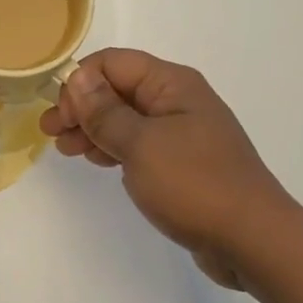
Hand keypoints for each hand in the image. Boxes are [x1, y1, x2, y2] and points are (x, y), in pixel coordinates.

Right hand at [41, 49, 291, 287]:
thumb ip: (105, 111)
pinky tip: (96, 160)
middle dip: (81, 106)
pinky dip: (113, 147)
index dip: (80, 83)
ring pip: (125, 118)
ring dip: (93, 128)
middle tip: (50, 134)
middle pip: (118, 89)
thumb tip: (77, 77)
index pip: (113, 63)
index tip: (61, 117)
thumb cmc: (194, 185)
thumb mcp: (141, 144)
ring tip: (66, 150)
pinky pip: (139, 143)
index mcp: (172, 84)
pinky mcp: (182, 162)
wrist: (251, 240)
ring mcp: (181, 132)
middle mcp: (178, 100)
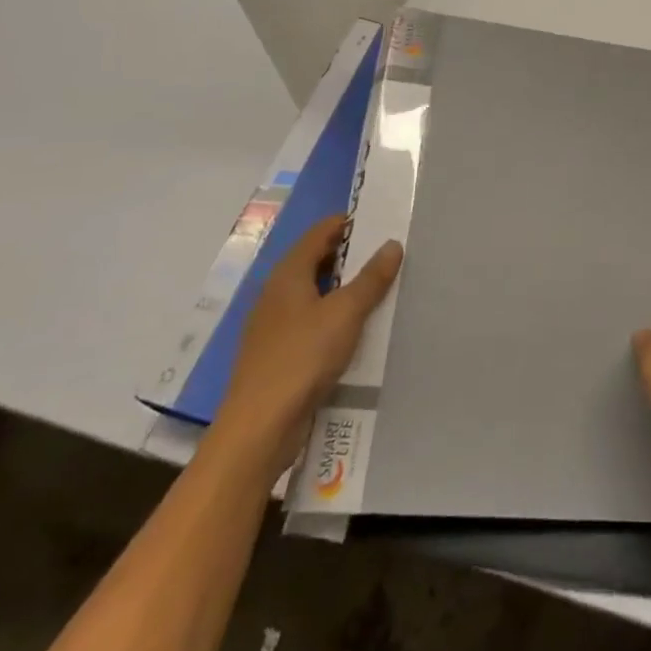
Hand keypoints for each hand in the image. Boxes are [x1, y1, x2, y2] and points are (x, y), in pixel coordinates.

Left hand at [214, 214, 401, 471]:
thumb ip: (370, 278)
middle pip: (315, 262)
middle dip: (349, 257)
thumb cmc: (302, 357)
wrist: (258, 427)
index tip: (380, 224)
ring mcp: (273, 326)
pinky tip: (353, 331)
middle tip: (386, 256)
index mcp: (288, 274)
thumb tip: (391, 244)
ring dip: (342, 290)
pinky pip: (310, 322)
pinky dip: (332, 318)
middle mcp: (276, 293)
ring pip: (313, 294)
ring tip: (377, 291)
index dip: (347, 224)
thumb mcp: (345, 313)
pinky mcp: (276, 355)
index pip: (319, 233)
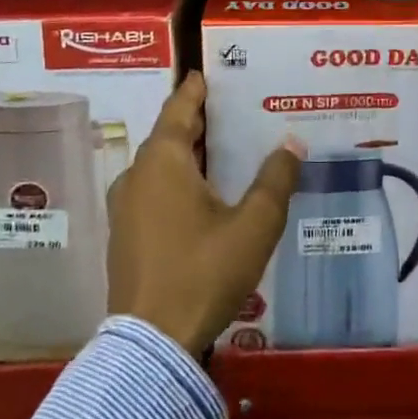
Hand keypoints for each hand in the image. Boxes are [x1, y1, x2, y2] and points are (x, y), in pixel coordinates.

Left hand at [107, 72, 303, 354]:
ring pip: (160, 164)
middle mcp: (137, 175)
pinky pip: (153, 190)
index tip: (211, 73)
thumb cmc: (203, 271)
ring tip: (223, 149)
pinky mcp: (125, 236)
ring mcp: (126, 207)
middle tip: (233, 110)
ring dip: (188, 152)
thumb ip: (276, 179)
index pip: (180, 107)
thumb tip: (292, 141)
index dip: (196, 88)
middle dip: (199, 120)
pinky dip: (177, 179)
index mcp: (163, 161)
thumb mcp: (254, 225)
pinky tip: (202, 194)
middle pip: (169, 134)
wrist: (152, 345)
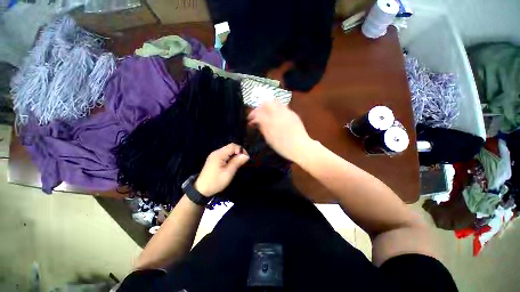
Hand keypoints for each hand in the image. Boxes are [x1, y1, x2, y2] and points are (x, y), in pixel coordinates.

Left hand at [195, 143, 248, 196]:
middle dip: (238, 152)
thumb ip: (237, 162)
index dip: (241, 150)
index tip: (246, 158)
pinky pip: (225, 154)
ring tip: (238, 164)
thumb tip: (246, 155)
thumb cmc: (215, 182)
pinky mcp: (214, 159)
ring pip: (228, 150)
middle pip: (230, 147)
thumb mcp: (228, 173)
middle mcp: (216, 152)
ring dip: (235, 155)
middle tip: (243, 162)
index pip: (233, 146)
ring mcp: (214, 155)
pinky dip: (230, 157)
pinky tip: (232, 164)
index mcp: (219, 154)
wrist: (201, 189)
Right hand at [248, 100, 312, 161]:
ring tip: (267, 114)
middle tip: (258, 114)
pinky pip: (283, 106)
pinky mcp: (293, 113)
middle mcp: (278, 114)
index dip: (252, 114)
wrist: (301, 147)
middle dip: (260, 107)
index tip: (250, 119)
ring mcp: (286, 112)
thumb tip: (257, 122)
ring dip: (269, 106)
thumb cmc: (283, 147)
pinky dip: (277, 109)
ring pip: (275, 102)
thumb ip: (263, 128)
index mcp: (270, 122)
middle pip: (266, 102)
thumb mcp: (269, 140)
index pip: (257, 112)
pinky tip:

Problem details: Pictures stay out. Print the lines of the records above exactly, from the first through the one with "index pip: (319, 233)".

Task result:
Hand keypoints for each hand in the image. Boxes are [x1, y1, x2, y2] and points are (x, y), in pixel coordinates.

Right hand at [41, 49, 291, 287]:
thumb ip: (105, 111)
pinky tip: (96, 160)
middle dip: (81, 106)
pinky dip: (113, 147)
index dip: (80, 83)
ring pip: (125, 118)
ring dip: (93, 128)
middle tip: (50, 134)
middle pip: (118, 89)
thumb tip: (77, 77)
index pip: (113, 63)
index tip: (61, 117)
thumb cmc: (194, 185)
thumb mcp: (141, 144)
ring tip: (66, 150)
pinky pip: (139, 143)
index mcp: (172, 84)
pinky mcp: (182, 162)
wrist: (251, 240)
ring mcp: (181, 132)
middle mcp: (178, 100)
Hand keypoints for each hand in the image. Boxes are [x1, y1, x2, y2] and points are (x, y), in pixel coordinates.

Left hand at [214, 214, 401, 471]:
thumb ip: (370, 278)
middle pip: (315, 262)
middle dip: (349, 257)
thumb cmc: (302, 357)
wrist: (258, 427)
index tip: (380, 224)
ring mcp: (273, 326)
pinky tip: (353, 331)
middle tip: (386, 256)
index mcp: (288, 274)
thumb tip: (391, 244)
ring dip: (342, 290)
pinky pip: (310, 322)
pinky dip: (332, 318)
middle mcp: (276, 293)
ring pip: (313, 294)
ring tip: (377, 291)
index dip: (347, 224)
thumb mcp: (345, 313)
pinky mcp: (276, 355)
index pip: (319, 233)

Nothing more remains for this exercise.